Seit einigen Tagen wird darüber diskutiert, wonach die Türkei für einen Teil der griechischen Schulden aufkommen werde. Die Forderung hatte Ertuğrul Kürkçü von der oppositionellen HDP gestellt. Anders als vermutet kam von der Regierung keine Kritik.

Wirtschaftsminister Nihat Zeybekci betonte, dass man über solch einen Vorschlag nachdenken werde. Auch Ministerpräsident Ahmet Davutoğlu betonte in der AKP-Fraktionssitzung am Dienstag, dass die Türkei alles Nötige unternehmen werde, um dem Nachbarland zu helfen. „Ich möchte Griechenland meine Solidarität bekunden. Wir möchten in unserer Nachbarschaft starke Länder haben, mit denen wir in Frieden leben können“. In der Vergangenheit gab es zwischen Ankara und Athen immer wieder Probleme, bedingt vor allem mit den Geschehnissen rund um den Ersten Weltkrieg.

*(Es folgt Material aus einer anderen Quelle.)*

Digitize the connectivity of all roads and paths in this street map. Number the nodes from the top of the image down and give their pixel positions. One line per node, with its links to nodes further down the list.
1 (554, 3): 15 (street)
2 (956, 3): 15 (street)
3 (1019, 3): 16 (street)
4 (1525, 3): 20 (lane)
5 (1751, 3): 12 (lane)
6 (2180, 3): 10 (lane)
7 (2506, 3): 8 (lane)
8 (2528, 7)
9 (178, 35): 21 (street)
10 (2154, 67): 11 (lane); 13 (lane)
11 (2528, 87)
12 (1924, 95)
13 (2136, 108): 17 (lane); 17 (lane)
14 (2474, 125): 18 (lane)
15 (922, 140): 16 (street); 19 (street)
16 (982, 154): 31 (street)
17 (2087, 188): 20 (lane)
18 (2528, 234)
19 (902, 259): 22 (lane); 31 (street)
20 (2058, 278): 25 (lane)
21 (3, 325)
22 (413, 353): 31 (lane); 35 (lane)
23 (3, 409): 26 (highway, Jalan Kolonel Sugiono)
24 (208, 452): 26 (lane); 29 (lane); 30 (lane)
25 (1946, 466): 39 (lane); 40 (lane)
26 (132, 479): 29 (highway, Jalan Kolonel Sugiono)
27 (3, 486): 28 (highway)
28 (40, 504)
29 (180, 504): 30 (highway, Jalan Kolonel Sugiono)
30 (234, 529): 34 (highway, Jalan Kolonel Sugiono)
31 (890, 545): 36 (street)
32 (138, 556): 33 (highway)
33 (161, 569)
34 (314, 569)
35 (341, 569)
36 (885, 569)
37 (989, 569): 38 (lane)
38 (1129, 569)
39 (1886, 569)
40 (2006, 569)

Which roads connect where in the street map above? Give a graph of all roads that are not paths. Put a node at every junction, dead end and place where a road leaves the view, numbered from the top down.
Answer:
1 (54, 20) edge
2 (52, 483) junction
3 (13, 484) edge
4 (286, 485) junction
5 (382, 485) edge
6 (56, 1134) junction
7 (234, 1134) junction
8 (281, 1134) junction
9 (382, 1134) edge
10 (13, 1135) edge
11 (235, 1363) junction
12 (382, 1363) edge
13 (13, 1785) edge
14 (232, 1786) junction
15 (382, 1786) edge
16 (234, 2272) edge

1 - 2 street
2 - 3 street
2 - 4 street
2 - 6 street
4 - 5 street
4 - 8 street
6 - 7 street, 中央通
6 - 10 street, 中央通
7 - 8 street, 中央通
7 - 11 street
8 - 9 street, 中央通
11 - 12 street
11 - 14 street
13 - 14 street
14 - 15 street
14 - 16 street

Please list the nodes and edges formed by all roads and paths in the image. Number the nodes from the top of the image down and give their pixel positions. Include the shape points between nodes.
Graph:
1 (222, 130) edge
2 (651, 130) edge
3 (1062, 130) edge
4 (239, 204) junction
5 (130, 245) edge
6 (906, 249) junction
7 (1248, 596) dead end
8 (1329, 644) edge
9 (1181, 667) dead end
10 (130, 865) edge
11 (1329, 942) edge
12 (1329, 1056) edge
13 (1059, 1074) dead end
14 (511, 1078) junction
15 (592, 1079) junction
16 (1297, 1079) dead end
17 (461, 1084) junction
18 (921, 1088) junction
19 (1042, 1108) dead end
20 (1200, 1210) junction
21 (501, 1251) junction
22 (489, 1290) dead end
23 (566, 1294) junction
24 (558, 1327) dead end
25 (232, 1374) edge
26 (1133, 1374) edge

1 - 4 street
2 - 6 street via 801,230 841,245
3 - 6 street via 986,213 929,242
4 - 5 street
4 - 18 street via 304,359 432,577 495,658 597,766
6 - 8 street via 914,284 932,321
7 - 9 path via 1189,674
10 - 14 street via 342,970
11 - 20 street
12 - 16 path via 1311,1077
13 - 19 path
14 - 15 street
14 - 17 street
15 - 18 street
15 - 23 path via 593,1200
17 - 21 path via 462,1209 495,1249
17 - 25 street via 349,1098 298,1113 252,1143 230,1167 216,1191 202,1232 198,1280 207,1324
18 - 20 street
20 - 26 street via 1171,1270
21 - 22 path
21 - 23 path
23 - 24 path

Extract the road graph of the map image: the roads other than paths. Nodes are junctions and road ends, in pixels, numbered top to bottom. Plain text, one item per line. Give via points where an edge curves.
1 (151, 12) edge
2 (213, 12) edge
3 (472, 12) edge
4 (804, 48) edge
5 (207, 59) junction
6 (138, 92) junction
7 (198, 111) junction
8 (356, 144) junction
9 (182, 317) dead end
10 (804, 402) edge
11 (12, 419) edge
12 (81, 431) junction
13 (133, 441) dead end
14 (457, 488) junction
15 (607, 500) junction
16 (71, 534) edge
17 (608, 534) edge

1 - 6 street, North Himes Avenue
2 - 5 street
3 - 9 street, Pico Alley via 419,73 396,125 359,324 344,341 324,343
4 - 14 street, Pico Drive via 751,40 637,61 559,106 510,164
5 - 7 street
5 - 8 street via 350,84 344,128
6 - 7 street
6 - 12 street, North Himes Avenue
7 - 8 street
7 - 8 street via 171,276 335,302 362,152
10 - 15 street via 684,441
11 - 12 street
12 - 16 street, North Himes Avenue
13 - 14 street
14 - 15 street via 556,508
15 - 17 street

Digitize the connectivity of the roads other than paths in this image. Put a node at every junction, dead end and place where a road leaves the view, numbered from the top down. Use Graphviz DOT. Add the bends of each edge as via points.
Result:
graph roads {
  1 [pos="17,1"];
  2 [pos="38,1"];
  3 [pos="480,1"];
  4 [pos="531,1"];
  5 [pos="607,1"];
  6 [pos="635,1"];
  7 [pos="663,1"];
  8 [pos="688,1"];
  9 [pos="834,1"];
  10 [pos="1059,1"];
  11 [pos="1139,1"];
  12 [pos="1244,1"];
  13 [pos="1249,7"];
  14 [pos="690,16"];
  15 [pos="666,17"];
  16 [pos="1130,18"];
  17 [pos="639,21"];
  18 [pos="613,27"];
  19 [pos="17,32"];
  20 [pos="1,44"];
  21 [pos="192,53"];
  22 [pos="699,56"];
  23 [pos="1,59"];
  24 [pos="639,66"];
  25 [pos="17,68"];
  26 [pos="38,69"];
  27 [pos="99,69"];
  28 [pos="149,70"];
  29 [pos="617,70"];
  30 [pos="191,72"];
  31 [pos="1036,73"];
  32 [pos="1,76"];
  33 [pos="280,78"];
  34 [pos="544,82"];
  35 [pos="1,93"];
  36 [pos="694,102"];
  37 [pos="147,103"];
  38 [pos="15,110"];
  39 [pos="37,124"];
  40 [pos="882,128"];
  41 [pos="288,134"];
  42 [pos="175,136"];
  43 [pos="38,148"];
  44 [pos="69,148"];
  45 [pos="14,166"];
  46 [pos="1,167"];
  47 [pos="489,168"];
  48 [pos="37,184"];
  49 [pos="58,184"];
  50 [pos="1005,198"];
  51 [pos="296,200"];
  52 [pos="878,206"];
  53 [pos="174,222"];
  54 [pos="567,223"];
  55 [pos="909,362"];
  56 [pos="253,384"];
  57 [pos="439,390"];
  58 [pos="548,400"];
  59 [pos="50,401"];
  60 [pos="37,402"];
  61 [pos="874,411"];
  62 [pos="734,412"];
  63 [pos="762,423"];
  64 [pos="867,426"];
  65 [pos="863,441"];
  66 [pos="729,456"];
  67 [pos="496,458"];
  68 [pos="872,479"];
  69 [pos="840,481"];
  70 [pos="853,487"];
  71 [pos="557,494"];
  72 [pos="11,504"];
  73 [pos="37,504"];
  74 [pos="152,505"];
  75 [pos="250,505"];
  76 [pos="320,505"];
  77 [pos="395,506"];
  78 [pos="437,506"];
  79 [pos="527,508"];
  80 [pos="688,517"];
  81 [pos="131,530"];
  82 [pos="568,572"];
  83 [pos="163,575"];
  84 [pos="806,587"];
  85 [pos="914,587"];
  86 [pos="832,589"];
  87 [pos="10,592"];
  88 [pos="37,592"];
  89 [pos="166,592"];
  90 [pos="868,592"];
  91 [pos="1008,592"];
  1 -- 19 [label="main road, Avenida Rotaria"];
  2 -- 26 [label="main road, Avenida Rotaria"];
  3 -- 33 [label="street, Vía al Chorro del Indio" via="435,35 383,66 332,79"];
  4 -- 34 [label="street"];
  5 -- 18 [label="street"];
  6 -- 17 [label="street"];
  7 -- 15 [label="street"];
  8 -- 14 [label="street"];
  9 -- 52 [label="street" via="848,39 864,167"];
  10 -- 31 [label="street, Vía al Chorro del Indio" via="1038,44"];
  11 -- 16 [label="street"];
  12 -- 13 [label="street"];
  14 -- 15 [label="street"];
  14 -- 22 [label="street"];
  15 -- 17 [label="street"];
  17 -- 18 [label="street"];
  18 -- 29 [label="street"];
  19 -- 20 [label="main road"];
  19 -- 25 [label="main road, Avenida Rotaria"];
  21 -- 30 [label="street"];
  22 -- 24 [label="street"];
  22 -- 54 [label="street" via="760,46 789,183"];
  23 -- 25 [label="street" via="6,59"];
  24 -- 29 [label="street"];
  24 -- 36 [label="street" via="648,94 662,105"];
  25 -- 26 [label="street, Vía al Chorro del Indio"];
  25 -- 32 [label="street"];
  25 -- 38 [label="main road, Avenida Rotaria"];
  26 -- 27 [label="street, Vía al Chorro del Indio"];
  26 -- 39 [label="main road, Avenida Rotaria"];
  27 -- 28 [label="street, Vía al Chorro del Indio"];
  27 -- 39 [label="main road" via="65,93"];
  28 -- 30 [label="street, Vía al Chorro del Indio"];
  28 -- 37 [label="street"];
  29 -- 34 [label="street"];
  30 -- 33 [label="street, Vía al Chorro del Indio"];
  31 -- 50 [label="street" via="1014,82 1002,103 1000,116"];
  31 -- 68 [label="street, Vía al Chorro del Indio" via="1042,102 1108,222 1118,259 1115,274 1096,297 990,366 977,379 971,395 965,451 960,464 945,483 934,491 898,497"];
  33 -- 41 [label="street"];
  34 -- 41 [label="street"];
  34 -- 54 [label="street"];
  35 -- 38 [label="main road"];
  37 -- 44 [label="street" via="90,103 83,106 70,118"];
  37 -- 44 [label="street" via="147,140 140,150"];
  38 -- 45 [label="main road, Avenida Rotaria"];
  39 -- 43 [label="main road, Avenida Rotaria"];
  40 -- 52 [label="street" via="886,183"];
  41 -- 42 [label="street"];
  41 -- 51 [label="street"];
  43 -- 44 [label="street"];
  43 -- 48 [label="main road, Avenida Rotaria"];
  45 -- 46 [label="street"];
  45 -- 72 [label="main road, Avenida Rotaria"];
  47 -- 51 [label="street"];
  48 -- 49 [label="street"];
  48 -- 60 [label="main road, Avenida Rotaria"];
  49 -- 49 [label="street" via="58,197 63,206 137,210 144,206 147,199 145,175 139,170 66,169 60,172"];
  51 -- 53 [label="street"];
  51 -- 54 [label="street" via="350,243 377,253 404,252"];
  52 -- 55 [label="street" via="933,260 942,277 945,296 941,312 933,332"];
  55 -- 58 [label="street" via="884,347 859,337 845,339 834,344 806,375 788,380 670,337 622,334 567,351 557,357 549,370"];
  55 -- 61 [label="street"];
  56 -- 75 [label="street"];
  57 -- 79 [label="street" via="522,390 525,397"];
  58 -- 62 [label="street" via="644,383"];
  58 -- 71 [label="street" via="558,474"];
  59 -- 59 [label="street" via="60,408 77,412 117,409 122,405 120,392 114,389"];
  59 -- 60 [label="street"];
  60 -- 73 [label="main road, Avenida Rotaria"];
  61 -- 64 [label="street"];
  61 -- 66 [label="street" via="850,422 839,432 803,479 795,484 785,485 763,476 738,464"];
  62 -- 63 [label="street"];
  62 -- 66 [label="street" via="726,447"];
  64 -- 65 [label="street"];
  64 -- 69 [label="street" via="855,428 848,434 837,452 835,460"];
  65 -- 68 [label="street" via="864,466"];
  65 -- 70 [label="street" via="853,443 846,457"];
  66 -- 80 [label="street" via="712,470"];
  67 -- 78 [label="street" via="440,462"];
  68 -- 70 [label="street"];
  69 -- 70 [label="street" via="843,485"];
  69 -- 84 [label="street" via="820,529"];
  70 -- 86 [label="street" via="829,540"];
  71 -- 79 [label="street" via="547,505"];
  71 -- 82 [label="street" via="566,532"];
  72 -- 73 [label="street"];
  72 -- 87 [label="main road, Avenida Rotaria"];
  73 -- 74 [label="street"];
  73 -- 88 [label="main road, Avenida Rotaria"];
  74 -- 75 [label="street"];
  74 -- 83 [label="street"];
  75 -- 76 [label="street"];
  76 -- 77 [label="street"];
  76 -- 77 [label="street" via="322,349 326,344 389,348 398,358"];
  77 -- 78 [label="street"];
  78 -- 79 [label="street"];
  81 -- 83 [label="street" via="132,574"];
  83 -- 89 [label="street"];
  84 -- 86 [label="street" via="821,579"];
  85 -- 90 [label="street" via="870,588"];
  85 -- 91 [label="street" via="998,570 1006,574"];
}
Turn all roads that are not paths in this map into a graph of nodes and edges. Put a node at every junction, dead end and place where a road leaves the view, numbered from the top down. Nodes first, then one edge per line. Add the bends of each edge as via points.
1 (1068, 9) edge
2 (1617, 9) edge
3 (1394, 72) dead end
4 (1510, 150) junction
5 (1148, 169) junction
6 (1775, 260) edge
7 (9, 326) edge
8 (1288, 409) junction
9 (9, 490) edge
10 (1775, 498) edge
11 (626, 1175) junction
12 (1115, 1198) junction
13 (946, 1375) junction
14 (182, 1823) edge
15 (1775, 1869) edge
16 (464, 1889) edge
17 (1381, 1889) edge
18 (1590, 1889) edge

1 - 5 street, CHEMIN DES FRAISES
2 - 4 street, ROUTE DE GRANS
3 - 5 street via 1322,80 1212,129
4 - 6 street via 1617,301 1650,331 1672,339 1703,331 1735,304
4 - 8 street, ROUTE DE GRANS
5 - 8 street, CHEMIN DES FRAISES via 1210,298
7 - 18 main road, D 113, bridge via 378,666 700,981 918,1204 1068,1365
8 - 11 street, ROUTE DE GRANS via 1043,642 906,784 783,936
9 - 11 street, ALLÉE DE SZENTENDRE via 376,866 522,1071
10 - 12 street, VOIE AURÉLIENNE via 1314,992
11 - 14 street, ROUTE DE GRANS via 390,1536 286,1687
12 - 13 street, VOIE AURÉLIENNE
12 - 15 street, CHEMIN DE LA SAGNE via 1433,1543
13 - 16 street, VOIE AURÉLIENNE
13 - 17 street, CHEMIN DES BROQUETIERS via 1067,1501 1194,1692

Der Regierungschef machte auf den Kooperationsrat zwischen beiden Staaten aufmerksam. „Wir werden auf gar keinen Fall davon profitieren, wenn einer unserer Nachbarn schwächelt. Als Griechenland sich in der Wirtschaftskrise befand, haben wir den Kooperationsrat dieser Logik folgend eingerichtet“, sagte Davutoğlu. Die Ägais müsse zu einem „Meer des Friedens“ werden und das Zypern-Problem der Vergangenheit angehören.

Davutoğlu sprach auch einen Griechenland-Besuch an, um „gemeinsame Schritte zu besprechen“. Wann diese Visite stattfinden soll, ließ der Regierungschef aber offen.